Every baby born in the United States is given a routine blood test to screen for dozens of inherited medical conditions. Now, the U.S. National Institutes of Health is exploring whether to use DNA sequencing to screen newborn babies for additional genetic abnormalities and disorders. Such DNA testing would likely complement, but not replace, the current routine blood tests.
However, before routine genetic screening of infants even approaches reality, many questions need answers, including whether genetic sequencing can accurately identify babies who will develop a disease, according to Dr. Joseph A. Bocchini Jr., chairman of the Advisory Committee on Heritable Disorders in Newborns and Children. The committee evaluates scientific evidence and makes recommendations to the secretary of the Department of Health and Human Services, which in turn provides a recommended uniform screening panel for newborns to the states.

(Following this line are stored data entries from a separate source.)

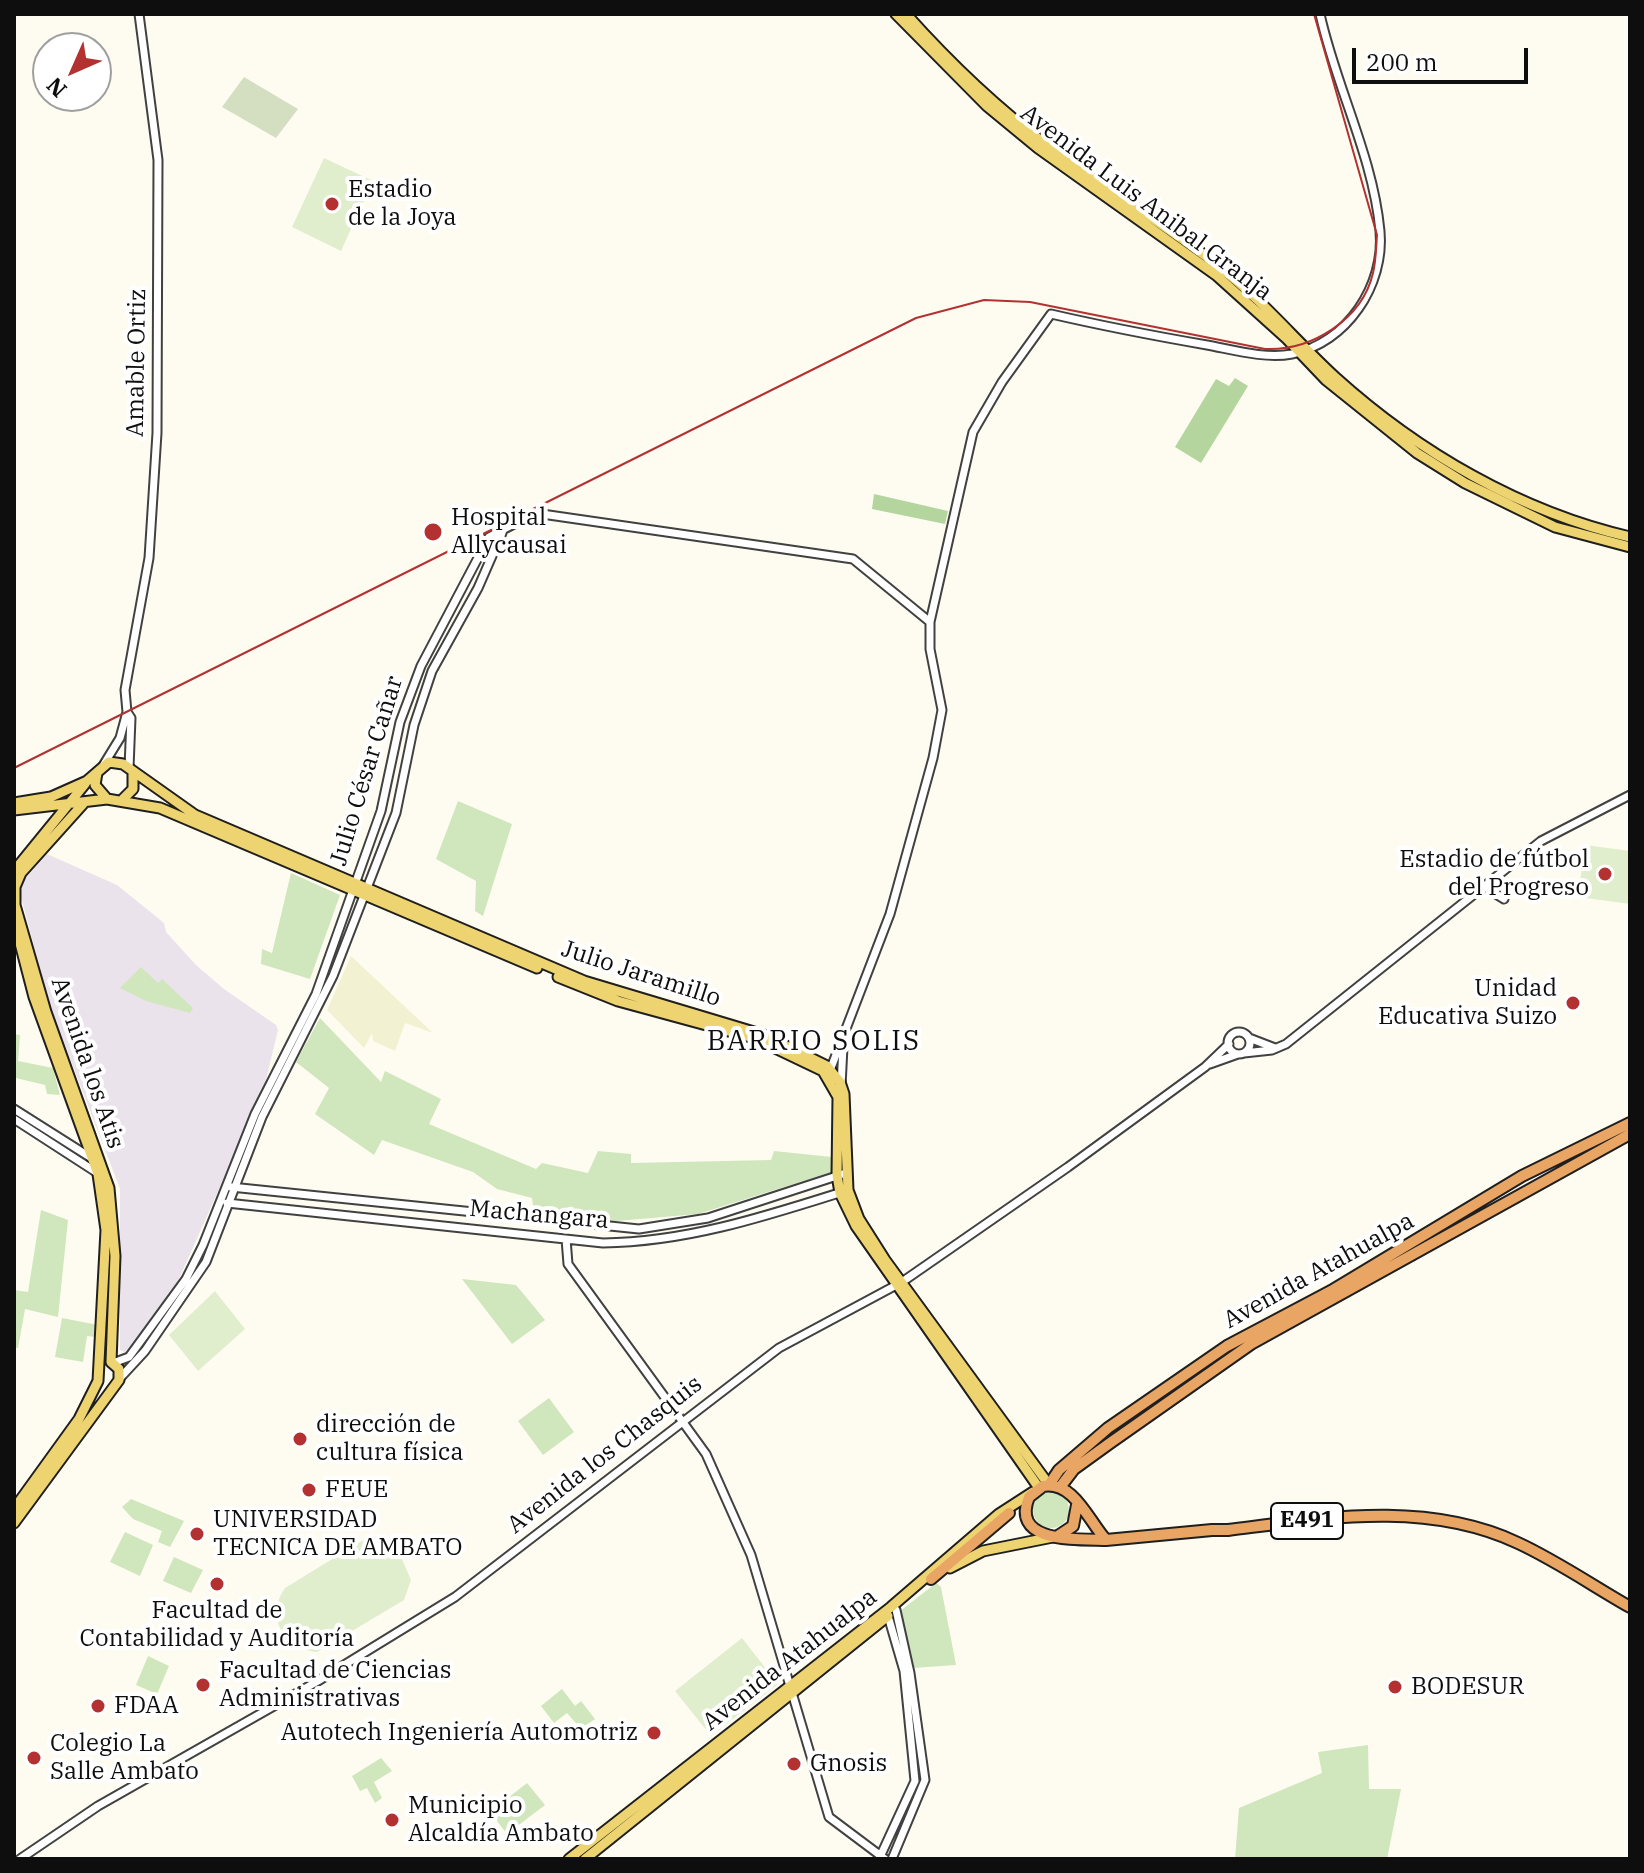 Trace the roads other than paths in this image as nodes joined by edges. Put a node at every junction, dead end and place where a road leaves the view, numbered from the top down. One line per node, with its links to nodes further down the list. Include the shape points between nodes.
1 (139, 14): 10 (street, Amable Ortiz, via 158,160 157,433 149,558 128,664)
2 (896, 14): 5 (main road, Avenida Luis Anibal Granja, via 1007,123 1216,275)
3 (906, 14): 5 (main road, Avenida Luis Anibal Granja, via 1035,136 1254,295)
4 (1320, 14): 5 (street, via 1373,189 1380,254 1378,275 1359,309 1343,327)
5 (1302, 350): 7 (main road, Avenida Luis Anibal Granja, via 1469,474 1562,518); 8 (main road, Avenida Luis Anibal Granja, via 1361,410 1465,483 1555,527); 9 (street, via 1250,353 1051,314 973,432)
6 (502, 533): 9 (street, via 535,513 853,559); 22 (street, Julio César Cañar, via 489,537 421,666 400,722 381,811); 24 (street, Julio César Cañar, via 432,671 414,725 396,813)
7 (1630, 537)
8 (1630, 547)
9 (930, 622): 29 (street, via 942,710 933,758 898,889)
10 (127, 712): 11 (street, Amable Ortiz, via 120,738); 12 (street, Amable Ortiz)
11 (100, 769): 12 (main road, Julio Jaramillo, via 116,762); 13 (main road); 15 (main road, via 98,791)
12 (131, 771): 16 (main road, via 133,789); 22 (main road, Julio Jaramillo, via 195,815)
13 (87, 781): 17 (main road, via 51,797); 19 (main road)
14 (1630, 795): 23 (street, via 1541,841)
15 (107, 799): 16 (main road, Julio Jaramillo); 18 (main road, Julio Jaramillo)
16 (123, 799): 22 (main road, Julio Jaramillo, via 160,808)
17 (14, 803)
18 (83, 804): 19 (main road, Julio Jaramillo); 39 (main road, Avenida los Atis, via 21,873 15,905)
19 (66, 805): 20 (main road, Julio Jaramillo); 21 (main road)
20 (14, 810)
21 (14, 871)
22 (353, 886): 24 (main road, Julio Jaramillo); 42 (street, via 316,994 255,1114)
23 (1483, 886): 25 (street); 30 (street)
24 (366, 892): 33 (main road, Julio Jaramillo, via 597,994 754,1038); 42 (street, via 333,976)
25 (1504, 899)
26 (14, 920): 39 (main road, Avenida los Atis, via 34,997)
27 (1246, 1035): 28 (street, Avenida los Chasquis, via 1235,1034); 30 (street); 31 (street, via 1249,1047)
28 (1229, 1044): 31 (street); 32 (street, Avenida los Chasquis)
29 (842, 1045): 33 (street); 34 (street)
30 (1277, 1049): 31 (street, Avenida los Chasquis)
31 (1241, 1054): 32 (street, Avenida los Chasquis)
32 (1205, 1067): 46 (street, Avenida los Chasquis)
33 (829, 1073): 34 (main road, Julio Jaramillo)
34 (839, 1087): 41 (main road)
35 (14, 1109): 39 (street)
36 (14, 1119): 40 (street)
37 (1630, 1123): 47 (highway, Avenida Atahualpa, via 1522,1176)
38 (1630, 1134): 47 (highway, Avenida Atahualpa)
39 (95, 1158): 40 (main road, Avenida los Atis)
40 (101, 1174): 48 (main road, Avenida los Atis, via 114,1213); 49 (main road, Avenida los Atis, via 106,1230)
41 (842, 1174): 42 (street, Machangara, via 708,1218 639,1229); 43 (main road)
42 (231, 1187): 44 (street)
43 (844, 1192): 45 (street, Machangara, via 686,1237 628,1243); 46 (main road, via 856,1226)
44 (225, 1203): 45 (street, Machangara); 48 (street, via 173,1299 129,1357); 50 (street, via 206,1262 191,1288)
45 (566, 1239): 53 (street, via 568,1264)
46 (898, 1284): 53 (street, Avenida los Chasquis, via 779,1348); 56 (main road)
47 (1216, 1360): 54 (highway); 55 (highway, Avenida Atahualpa, via 1074,1469); 56 (highway, Avenida Atahualpa, via 1108,1428)
48 (112, 1362): 49 (main road); 50 (main road, Avenida los Atis)
49 (100, 1366): 51 (main road, Avenida los Atis)
50 (120, 1378): 52 (main road)
51 (98, 1381): 52 (main road); 58 (main road, Avenida los Atis, via 79,1419)
52 (112, 1386): 60 (main road)
53 (681, 1420): 66 (street, via 729,1500); 68 (street, Avenida los Chasquis, via 455,1597 311,1686 98,1806)
54 (1101, 1441)
55 (1061, 1486): 56 (highway); 57 (highway)
56 (1040, 1488): 61 (highway, via 1026,1504 1026,1517 1035,1531); 63 (main road, Avenida Atahualpa, via 939,1562)
57 (1077, 1503): 61 (highway, via 1073,1526); 62 (highway)
58 (14, 1509)
59 (1008, 1512): 63 (highway)
60 (14, 1523)
61 (1053, 1537): 62 (highway, E491); 63 (main road, Avenida Atahualpa, via 983,1551)
62 (1106, 1540): 64 (highway, E491, via 1353,1516 1418,1515 1518,1543)
63 (930, 1577): 65 (main road, Avenida Atahualpa); 66 (main road, Avenida Atahualpa)
64 (1630, 1607)
65 (892, 1613): 66 (main road, Avenida Atahualpa); 67 (street, via 904,1671 915,1781); 71 (street, via 910,1673 925,1780)
66 (792, 1690): 67 (street, via 829,1817); 69 (main road, Avenida Atahualpa); 70 (main road, Avenida Atahualpa)
67 (881, 1858)
68 (20, 1859)
69 (569, 1859)
70 (585, 1859)
71 (892, 1859)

The field is evolving swiftly, Bocchini told CNN: “It’s clear the data is becoming available quite quickly, so potential changes [to the recommended uniform screening panel] may occur within the next few years. But it’s too early to say.”
More clarity is also needed on issues surrounding newborn DNA testing, including consent, accessibility, data privacy and the potential changes to medical practice and costs.
Published Thursday in the American Journal of Human Genetics, one of the several NIH-sponsored scientific studies found that 9.4% of the 159 sequenced babies participating in the research had mutations predictive of a genetic condition or disease.
“The question, though, is: ‘Do we really think that all these babies are going to get sick in the future based on what we found?’ ” said Alan Beggs, co-author of the study and director of the Manton Center for Orphan Disease Research at Boston Children’s Hospital. “And the answer is, ‘Probably not.’ “
What are the current limits to genetic sequencing?
This is the current “dilemma” with genetic testing, said Beggs, this “unknown sensitivity and specificity.” While it may be true, for example, that everyone with a certain illness shares a specific genetic mutation, it may also be true that others also have that mutation, but might never become sick. In genetics, this concept is called “reduced penetrance.”
His study, said Beggs, is really exploring, “How do we best communicate this type of uncertainty to families and to their doctors?”
Another uncertainty with genetic sequencing is that it reveals genes that don’t get “expressed,” meaning the protein the gene codes for doesn’t get made, said Dr. John Lantos, the director of the Children’s Mercy Hospital Bioethics Center in Kansas City, Missouri. “The whole process of going from gene to protein is controlled by all sorts of things we don’t yet understand,” said Lantos, who did not participate in Beggs’ study but conducted his own infant sequencing project for the NIH. “Every attempt to link some specific genome sequence variant with some specific disease runs into all these qualifiers and modifiers and expressivity and penetrance.”
Lantos pointed out that the entire field of genomics is a relative newborn itself.
How is a baby’s genome sequenced?
“The first genome was sequenced in 2003 and cost $3 billion to do,” Lantos recalled. Today, sequencing is “a combination of computer applications and people,” he explained.
First, a genome machine “spits out” the millions of base pairs of an individual genome, said Lantos. Next, a computer program sifts through these pairs and boils them down to a subset. This “preliminary cut” might show a 100 genetic mutations that appear to be disease-causing, 19,000 that look harmless and 1,000 mutatations of unknown significance, he said.